C’erano Duncan e Lily, i fratelli McSheon, Coira, il piccolo Sorley, Finn, Rhona e Gormlaith.
Lui – Dalzell – era seduto in mezzo all’erba alta, fingendo di riposare. In realtà stava cercando un bel fiore da donare a Gormlaith – l’aveva fatto altre volte: bastava passarle accanto mentre gli altri erano assorti in un gioco e infilarglielo dietro l’orecchio, o tra i lacci del vestito.
Si sentiva sfortunato: tutto il fianco della collina era al sole e gli steli erano tutti dorati, ma non poteva tagliare la luce e donargliela. Un giorno, forse, più grande. Si rigirò il coltellino tra le mani.
Gli altri erano scesi al fiume e giocavano a schizzarsi dove l’acqua era più bassa.

 

Ci sono sogni che si dimenticano, sogni che spaventano e ingrigiscono tutto un giorno, poi c’è quel sogno che è un ricordo. Dalzell lo storpio si rigira nel sonno, gemendo, stringendo con una mano il mantello bucherellato – se glielo rubassero morirebbe di freddo, quindi lo stringe con tanta forza che al mattino, per staccarsi, piange dal dolore.
Il Sogno continua, anche se il freddo gli morde il corpo.

 

Uno splendido animale scendeva dalla collina opposta.
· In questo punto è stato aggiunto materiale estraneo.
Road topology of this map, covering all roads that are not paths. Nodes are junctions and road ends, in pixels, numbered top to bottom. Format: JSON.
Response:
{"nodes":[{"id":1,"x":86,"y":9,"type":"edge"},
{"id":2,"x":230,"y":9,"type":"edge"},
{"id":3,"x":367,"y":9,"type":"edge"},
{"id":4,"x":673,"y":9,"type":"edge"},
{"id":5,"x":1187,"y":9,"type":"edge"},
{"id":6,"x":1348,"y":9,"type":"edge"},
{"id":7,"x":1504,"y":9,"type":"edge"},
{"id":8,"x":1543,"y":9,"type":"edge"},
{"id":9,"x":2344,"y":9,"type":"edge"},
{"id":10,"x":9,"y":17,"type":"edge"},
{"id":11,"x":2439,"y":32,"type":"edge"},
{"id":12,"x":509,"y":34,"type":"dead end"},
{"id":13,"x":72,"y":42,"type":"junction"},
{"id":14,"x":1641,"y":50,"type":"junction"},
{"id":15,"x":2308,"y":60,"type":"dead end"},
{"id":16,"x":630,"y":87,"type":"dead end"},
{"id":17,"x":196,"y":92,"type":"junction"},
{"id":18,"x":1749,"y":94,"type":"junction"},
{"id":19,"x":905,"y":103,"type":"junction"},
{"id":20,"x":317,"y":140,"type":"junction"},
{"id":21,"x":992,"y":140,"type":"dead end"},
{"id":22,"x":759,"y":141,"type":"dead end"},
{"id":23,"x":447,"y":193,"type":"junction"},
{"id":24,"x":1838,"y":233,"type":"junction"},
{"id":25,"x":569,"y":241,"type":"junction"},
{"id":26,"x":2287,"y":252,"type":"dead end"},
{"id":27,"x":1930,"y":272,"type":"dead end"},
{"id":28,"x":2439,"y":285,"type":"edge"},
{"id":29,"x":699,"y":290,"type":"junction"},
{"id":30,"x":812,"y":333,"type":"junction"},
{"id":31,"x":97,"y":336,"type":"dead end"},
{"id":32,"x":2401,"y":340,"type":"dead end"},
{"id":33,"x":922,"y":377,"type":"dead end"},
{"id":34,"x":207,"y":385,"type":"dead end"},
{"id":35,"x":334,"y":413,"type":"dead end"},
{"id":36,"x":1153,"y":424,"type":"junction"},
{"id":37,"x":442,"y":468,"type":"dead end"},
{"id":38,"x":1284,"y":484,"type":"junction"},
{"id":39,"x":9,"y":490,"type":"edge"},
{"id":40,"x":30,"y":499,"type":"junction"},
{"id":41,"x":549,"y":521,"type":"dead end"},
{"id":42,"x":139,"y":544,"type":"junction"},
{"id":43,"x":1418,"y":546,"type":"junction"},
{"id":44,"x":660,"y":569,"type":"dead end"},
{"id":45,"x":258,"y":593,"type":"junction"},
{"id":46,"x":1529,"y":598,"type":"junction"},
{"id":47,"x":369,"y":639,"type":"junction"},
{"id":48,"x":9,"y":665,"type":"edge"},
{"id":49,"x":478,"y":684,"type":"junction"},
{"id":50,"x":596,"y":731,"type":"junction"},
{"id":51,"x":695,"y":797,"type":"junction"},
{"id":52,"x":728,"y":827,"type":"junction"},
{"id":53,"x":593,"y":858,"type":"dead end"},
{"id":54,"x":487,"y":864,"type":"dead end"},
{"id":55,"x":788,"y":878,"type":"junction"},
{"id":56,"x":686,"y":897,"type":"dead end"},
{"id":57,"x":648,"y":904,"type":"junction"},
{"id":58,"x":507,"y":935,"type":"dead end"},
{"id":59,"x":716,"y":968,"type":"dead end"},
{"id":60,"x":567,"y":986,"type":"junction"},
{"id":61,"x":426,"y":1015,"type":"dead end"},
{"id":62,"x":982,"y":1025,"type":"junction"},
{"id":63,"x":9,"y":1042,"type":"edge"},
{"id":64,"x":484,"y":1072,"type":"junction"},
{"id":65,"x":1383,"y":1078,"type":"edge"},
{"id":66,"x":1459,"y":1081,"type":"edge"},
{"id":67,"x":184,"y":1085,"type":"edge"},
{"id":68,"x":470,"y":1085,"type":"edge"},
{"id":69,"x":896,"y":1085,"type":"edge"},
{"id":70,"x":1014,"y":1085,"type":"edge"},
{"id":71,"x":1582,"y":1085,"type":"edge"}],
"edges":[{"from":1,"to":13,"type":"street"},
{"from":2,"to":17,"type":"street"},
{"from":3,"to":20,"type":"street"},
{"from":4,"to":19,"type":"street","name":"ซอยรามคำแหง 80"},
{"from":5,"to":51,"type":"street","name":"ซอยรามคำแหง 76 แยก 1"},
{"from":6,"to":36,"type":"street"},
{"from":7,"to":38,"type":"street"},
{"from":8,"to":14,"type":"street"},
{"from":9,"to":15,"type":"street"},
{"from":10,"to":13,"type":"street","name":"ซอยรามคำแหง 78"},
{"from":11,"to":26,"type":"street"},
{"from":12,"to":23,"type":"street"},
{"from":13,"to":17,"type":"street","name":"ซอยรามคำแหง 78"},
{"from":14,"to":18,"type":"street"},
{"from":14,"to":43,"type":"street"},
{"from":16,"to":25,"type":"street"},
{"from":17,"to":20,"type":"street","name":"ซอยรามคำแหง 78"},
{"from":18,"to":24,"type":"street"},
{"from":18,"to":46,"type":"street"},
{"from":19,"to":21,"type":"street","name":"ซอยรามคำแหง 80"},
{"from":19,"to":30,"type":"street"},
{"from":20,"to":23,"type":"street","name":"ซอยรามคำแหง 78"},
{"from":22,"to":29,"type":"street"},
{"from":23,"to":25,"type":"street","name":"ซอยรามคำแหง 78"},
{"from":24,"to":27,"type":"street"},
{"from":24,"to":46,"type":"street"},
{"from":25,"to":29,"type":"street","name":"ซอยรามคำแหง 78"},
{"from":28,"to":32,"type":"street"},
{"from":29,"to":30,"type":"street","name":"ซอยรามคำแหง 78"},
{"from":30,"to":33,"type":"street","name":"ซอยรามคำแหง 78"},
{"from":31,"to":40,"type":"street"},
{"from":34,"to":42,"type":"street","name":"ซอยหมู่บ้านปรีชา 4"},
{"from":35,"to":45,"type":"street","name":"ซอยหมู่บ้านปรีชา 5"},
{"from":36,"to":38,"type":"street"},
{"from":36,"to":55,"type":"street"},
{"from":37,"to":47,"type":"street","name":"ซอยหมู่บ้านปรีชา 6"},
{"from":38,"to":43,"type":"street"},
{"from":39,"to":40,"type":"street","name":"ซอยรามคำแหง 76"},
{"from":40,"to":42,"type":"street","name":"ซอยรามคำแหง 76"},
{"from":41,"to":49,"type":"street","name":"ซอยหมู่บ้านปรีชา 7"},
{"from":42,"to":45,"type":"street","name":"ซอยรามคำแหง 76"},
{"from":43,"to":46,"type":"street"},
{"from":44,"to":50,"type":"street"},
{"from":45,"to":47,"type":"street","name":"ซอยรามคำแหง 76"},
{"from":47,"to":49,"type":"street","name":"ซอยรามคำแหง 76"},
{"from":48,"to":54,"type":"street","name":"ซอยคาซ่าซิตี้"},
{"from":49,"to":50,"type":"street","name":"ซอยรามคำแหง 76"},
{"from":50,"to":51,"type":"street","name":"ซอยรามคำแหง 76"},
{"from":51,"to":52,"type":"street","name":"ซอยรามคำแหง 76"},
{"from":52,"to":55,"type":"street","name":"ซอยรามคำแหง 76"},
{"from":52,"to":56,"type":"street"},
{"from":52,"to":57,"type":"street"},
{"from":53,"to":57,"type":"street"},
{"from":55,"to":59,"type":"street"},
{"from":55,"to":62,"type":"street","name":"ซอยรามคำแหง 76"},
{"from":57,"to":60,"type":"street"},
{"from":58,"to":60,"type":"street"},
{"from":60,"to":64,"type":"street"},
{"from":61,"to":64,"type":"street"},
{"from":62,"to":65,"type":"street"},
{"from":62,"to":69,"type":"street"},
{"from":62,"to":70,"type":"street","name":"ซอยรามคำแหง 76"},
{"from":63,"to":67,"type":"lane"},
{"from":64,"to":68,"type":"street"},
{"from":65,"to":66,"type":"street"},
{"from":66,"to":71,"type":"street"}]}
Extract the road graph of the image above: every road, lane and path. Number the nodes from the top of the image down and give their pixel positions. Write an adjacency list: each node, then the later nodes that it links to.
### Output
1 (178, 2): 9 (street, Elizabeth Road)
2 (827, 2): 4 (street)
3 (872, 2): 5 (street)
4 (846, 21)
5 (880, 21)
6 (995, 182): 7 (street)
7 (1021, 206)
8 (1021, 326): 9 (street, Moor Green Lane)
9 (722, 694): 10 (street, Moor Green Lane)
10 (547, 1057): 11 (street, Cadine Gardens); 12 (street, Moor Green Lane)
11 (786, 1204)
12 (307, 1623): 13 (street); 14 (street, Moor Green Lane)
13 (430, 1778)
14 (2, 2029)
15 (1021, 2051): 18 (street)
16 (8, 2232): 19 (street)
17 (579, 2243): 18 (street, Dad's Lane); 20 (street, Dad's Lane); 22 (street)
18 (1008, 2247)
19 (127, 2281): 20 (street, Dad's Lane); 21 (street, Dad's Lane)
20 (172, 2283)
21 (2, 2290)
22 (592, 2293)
Aveva le zampe lunghe e forti, il corpo enorme e muscoloso, un bellissimo e lucido manto nero. Camminava nell’acqua, davanti a loro, senza timore, muovendo la coda.
Qualcuno propose di montarlo. Fergus McSheon andò ad accarezzarlo e quello chinò la testa: era mansueto. Sciamarono tutti attorno al cavallo, litigandosi il diritto di montarlo per primi. Lui si chinò a raccogliere una giunchiglia, lieto, poi la tenne in mano insieme al coltello.
In groppa al cavallo c’erano Duncan, Fergus McSheon, Rhona, Coira, il piccolo Sorley, Lily, Finn, Wallace McSheon e Gormlaith, in quest’ordine. Dalzell si chiese come potessero tanti bambini stare in groppa a un cavallo solo, ma Gormlaith si girò e gli sorrise e allora anche lui salì.

 

Piange: le lacrime si ghiacciano nel guscio delle palpebre, sono dolorose. Per un attimo mugola e fa per aprire gli occhi; i cristalli si rompono e il dolore si attenua, come se le mani che lo graffiavano fossero sparite.

 

Capirono che qualcosa non andava quando il cavallo nitrì – e fu un nitrito che somigliava terribilmente a una risata cattiva – e partì di gran carriera, sollevando spruzzi di acqua man mano che correva verso monte, laddove l’acqua era più fonda e la corrente più forte.
Duncan tentò di liberarsi, ma la sua mano era incollata alla criniera; la mano di Fergus McSheon era incollata alla schiena di Duncan; la mano di Rhona era incollata alla schiena di Fergus; la mano di Coira era incollata alla schiena di Rhona; la manina di Sorley era incollata alla schiena di Coira; la mano di Lily era incollata alla schiena di Sorley; la mano di Finn era incollata alla schiena di Lily; la mano di Wallace McSheon era incollata alla schiena di Finn; la mano di Gormlaith era incollata alla schiena di Wallace; e la sua mano era incollata alla schiena di Gormlaith.
Nella mano libera aveva ancora la giunchiglia e il coltellino. Il cavallo nitriva e sbuffava e correva all’impazzata verso l’acqua che ribolliva tra le rocce. Piangendo lasciò cadere il fiore e strinse forte il manico del coltellino.
Colpì una volta. Due volte. Tre volte. Arrivò a sette volte e perse il conto: voleva solo staccarsi prima che fosse troppo tardi, così continuò a infierire con la lama sulla giuntura tra il polso e la mano. Era tutto sporco di sangue e faceva malissimo tagliare i fili bianchi dei nervi. Affondò tutto il coltello nella ferita e andò su e giù con la mano, su e giù finché non riuscì a separare le ossa.
Gormlaith gridava e piangeva con il viso tutto rosso – lo chiamava, ma lui era già caduto da quella bestia infernale. Sentì una roccia appuntita contro il ginocchio e altro dolore, altro sangue.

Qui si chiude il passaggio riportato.